Of all the picket line encounters Erin Grace had during the Feb. 10-24 home care nurses strike at PeaceHealth Sacred Heart, one still nags at her.
As Grace and her co-workers marched in front of the entrance to the home health offices in Springfield, a woman who’d been working in the building tried driving home for work. When she saw the strikers, she slammed on her brakes, got out of the car, and shouted at them.
“She said, ‘We get it! You want more money!’” Grace said. “That was really upsetting for me, because nurses didn’t go on strike for money. We went on strike for parity.”

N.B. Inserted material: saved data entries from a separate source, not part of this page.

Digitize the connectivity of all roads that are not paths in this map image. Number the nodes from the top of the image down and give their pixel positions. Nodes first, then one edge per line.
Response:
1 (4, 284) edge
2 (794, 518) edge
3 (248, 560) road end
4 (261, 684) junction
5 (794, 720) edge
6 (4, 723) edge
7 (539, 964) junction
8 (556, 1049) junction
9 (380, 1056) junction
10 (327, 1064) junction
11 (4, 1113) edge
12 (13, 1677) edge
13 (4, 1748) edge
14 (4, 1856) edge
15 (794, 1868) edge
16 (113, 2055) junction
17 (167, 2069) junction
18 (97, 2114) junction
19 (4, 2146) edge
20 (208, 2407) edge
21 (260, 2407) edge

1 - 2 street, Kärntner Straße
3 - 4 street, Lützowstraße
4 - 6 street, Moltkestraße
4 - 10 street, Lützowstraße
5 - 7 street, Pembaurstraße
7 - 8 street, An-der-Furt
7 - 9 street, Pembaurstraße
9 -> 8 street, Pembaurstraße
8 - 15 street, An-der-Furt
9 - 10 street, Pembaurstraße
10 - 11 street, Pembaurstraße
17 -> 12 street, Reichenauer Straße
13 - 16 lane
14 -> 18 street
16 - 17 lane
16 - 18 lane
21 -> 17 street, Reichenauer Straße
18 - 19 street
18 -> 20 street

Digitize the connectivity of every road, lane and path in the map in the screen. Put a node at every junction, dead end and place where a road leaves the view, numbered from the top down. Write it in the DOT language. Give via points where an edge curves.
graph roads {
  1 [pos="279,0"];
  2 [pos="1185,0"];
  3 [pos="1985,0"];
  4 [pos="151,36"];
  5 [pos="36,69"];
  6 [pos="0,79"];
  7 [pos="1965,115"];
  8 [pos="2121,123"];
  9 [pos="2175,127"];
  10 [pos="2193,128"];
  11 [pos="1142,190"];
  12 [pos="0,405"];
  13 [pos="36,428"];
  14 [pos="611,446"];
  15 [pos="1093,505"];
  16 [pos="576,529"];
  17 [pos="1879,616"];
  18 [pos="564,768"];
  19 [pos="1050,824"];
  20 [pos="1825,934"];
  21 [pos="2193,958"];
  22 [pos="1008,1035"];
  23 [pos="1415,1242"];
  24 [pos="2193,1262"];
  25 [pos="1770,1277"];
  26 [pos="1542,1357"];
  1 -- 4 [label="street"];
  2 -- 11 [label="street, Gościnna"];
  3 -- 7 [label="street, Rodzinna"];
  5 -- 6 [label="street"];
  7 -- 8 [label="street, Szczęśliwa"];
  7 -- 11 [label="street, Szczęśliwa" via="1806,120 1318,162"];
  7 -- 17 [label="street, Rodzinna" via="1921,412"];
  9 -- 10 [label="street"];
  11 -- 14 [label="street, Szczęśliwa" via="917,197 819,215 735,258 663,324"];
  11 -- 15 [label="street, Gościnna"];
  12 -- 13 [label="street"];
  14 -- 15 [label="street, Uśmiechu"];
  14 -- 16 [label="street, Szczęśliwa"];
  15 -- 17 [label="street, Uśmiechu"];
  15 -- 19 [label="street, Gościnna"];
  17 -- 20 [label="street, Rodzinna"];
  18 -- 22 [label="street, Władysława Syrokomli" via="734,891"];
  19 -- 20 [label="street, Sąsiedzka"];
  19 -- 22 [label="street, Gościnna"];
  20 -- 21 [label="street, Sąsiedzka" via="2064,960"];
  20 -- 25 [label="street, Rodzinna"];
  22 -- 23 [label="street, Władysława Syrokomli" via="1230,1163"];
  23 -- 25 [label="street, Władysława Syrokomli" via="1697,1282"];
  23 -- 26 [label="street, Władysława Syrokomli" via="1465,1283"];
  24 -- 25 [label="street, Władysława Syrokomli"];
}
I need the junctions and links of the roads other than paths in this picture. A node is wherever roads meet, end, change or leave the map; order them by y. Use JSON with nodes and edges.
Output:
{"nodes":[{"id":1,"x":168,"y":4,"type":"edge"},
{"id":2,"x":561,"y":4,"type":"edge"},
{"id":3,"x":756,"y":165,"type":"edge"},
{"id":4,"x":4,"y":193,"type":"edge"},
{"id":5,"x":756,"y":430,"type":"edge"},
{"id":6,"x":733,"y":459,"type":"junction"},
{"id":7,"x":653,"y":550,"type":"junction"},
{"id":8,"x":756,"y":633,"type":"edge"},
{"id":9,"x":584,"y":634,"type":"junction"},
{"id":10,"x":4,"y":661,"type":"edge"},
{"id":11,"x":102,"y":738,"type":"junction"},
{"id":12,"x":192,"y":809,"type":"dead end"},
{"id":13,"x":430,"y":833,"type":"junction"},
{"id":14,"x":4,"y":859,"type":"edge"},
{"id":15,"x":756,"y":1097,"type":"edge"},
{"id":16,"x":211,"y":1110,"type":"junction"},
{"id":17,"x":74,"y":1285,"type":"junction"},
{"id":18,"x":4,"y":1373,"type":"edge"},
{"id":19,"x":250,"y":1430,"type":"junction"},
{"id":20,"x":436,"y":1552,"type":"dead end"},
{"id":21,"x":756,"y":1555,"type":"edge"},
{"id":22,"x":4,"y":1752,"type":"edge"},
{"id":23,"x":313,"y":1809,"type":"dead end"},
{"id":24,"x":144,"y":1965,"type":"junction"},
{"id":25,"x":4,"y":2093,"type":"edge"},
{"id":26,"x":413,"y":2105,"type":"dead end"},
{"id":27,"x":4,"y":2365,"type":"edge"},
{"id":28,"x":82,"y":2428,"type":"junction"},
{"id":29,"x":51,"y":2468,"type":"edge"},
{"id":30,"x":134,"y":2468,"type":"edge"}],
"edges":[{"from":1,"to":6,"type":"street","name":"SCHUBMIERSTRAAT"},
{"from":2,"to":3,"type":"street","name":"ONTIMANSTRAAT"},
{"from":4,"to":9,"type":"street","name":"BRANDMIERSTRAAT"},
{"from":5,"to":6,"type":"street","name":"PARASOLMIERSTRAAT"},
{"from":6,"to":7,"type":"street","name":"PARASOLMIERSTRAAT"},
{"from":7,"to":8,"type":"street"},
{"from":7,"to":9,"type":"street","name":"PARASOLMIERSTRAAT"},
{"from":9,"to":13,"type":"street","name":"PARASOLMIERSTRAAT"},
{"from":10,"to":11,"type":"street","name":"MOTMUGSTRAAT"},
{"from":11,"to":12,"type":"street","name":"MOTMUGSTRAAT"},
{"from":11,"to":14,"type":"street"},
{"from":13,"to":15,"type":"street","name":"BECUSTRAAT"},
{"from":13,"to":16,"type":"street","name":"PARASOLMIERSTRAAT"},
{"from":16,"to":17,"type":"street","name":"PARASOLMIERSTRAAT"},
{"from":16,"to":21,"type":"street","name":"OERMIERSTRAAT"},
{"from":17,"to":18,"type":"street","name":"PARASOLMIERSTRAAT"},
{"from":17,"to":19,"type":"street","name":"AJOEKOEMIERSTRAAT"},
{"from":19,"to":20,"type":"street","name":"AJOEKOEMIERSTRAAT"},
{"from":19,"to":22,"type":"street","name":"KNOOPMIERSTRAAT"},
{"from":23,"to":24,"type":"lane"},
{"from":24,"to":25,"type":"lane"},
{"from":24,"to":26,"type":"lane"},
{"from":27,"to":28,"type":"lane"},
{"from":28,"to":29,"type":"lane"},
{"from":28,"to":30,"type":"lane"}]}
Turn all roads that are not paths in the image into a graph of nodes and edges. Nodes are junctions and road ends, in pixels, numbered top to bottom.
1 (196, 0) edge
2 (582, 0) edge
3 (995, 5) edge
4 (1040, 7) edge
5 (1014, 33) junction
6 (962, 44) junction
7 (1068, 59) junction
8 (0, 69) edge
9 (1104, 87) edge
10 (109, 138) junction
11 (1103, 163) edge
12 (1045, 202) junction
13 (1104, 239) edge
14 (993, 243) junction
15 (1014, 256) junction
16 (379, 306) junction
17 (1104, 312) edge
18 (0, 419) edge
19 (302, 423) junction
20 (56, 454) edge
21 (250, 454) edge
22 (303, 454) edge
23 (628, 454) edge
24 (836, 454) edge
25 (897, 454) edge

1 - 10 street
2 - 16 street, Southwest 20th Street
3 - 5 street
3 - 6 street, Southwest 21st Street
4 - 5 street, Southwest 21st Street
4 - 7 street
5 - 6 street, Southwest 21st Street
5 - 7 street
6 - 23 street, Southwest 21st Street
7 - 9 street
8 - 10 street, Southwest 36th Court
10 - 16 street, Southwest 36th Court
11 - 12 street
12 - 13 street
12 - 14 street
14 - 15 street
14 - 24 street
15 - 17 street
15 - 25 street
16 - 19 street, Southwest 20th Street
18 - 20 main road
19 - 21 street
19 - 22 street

Grace and about 90 other home care nurses returned to work Feb. 25, still without a new contract. The nurses are represented by the Oregon Nurses Association (ONA), which started contract negotiations with PeaceHealth in December 2022.
PeaceHealth canceled all bargaining sessions during the strike but agreed the last week of the walkout to meet for mediated bargaining on March 6.
Parity is respect
Usually, PeaceHealth jointly bargains with the home health unit and a unit of about 1,500 hospital nurses, and all nurses are paid the same. But for this round of negotiations, PeaceHealth demanded that bargaining happen separately. Hospital nurses reached an agreement in August that raises wages 20.5% over four years. PeaceHealth’s latest offer to the home health nurses is a 14.75% raise over four years.
Grace says without an equal contract for equal work, PeaceHealth will have difficulty attracting and retaining home care nurses. According to ONA, the unit has already lost a quarter of its members, and more say they plan to leave if a contract isn’t reached soon.
Grace worries new nurses will opt for hospital positions over home care if they can make more money doing the same kind of work.
“We want to continue to have excellent, specialized nurses, and we know we won’t be able to get that without wage parity like we’ve always had,” Grace said. “It’s not like we are asking for more. This is how it’s always been.”
As an on-call nurse for both home health and hospice, Grace visits patients in their homes. She also serves on the pediatric hospice team and is the home care program’s only perinatal palliative care nurse. She’s worked for PeaceHealth for 18 years.
She says she feels disrespected knowing PeaceHealth won’t offer her the same pay as her colleagues in the hospital.
“We keep people at home to heal and not to return to the hospital. If PeaceHealth really looked at that, it saves them a lot of money,” Grace said. “From my perspective, it’s also more in line with patient goals. People don’t want to be in the hospital.”
‘We’re not replaceable’
Home care nurses started their strike at 7 a.m. Feb. 10. They picketed outside the home care headquarters at PeaceHealth Riverbend Annex on 123 International Way in Springfield.
Throughout the strike, they were joined by community members, state lawmakers, and other unions, who marched in solidarity with the nurses. Teamsters members who make deliveries to the Annex building refused to cross the picket line to drop off packages.
PeaceHealth hired strikebreakers to temporarily replace nurses during the strike. The strikebreakers never went to the Annex building, and PeaceHealth sent extra supplies ahead of the strike to the hotels where the workers stayed. Grace said she was frustrated that her employer seemed to be protecting replacement workers from the picket line, even though they send her into unsafe environments as part of her job.
“I’ve been in patients’ homes with guns … sitting on the table. Or a patient might have not stabilized mental health issues, and we go,” Grace said. “I felt like, why would you protect them and not us, when I’ve worked here for 18 years and I’m part of your community.”
ONA spokesperson Kevin Mealy added that some of the strikebreakers left after just two days of work. Managers who filled in for nurses during the strike took time off as soon as workers returned. Other workers in the home care program have told nurses that PeaceHealth managers started sending home health patients to other agencies, and Bristol Hospice Eugene received more new patients than normal.
“The people who tried to do the work in the place of these nurses, some of them immediately quit and some of them had to take vacation immediately afterwards, and even still there’s reports that patient care standards were not as high as we had hoped,” Mealy said. “That’s fairly telling as to the irreplaceable nature of ONA nurses.”